2. Practica jelqing para ganar algo de longitud
Hay dos enfoques sobre cómo el jelqing podría ayudar a alargar el miembro. La explicación más extendida es similar a la filosofía del desarrollo muscular: el estiramiento del glande y del cuerpo del pene generaría microdesgarros en el tejido. Al crecer nuevas células para reparar el área, con el tiempo esto podría traducirse en longitud adicional y mayor grosor.
La otra explicación no es tan conocida pero tiene una base más científica: el remodelado de los tejidos. Se puede entender con el ejemplo de los brackets: a lo largo de al menos un año, la presión constante puede modificar la anatomía. Si buscas una solución rápida, quizá no sea para ti. Si juegas a largo plazo, podrías ver resultados con el tiempo.

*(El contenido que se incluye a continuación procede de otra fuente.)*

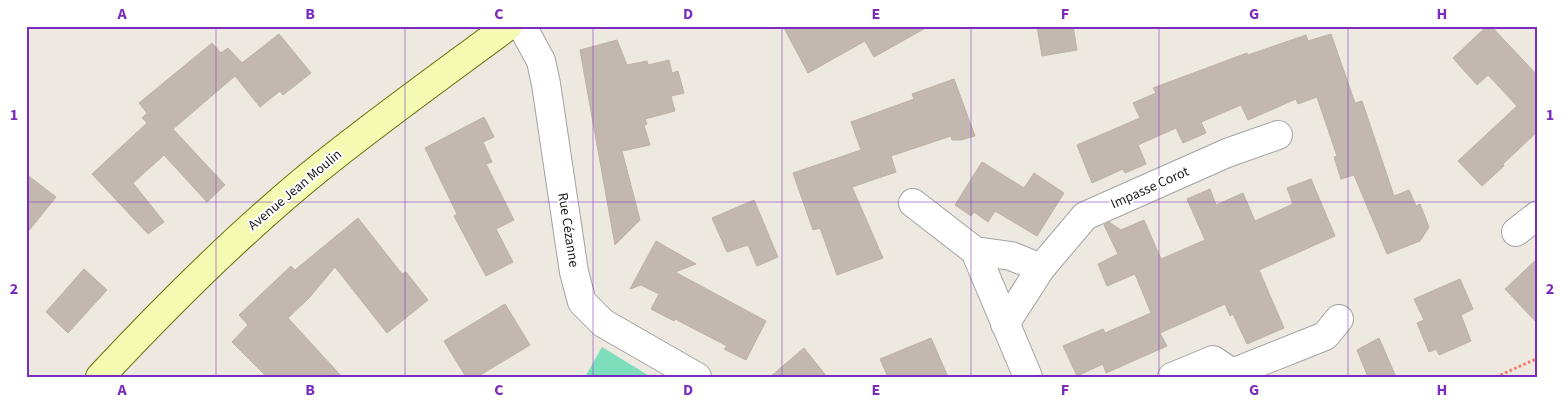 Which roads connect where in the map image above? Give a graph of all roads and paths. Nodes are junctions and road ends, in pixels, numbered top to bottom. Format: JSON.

3. Esta técnica natural puede favorecer el flujo sanguíneo
Recuerda: si te pones completamente erecto, no sigas, o corres el riesgo de hacerte daño. Con una erección total, el pene ya está lleno de sangre, por lo que estirarlo podría ser perjudicial. Cuando se realiza correctamente, el suave masaje ayuda a mover la sangre por el tejido peneano. Un mejor flujo sanguíneo puede traducirse en erecciones más firmes. Algunas fuentes incluso han afirmado que sus erecciones duran más tras un periodo continuo de jelqing.
El jelqing no se considera perjudicial cuando se realiza con cuidado; podría ser un recurso interesante para probar. Además de la posible ganancia en longitud y grosor, puede aportarte confianza y generar una respuesta más entusiasta de quien comparta tu cama.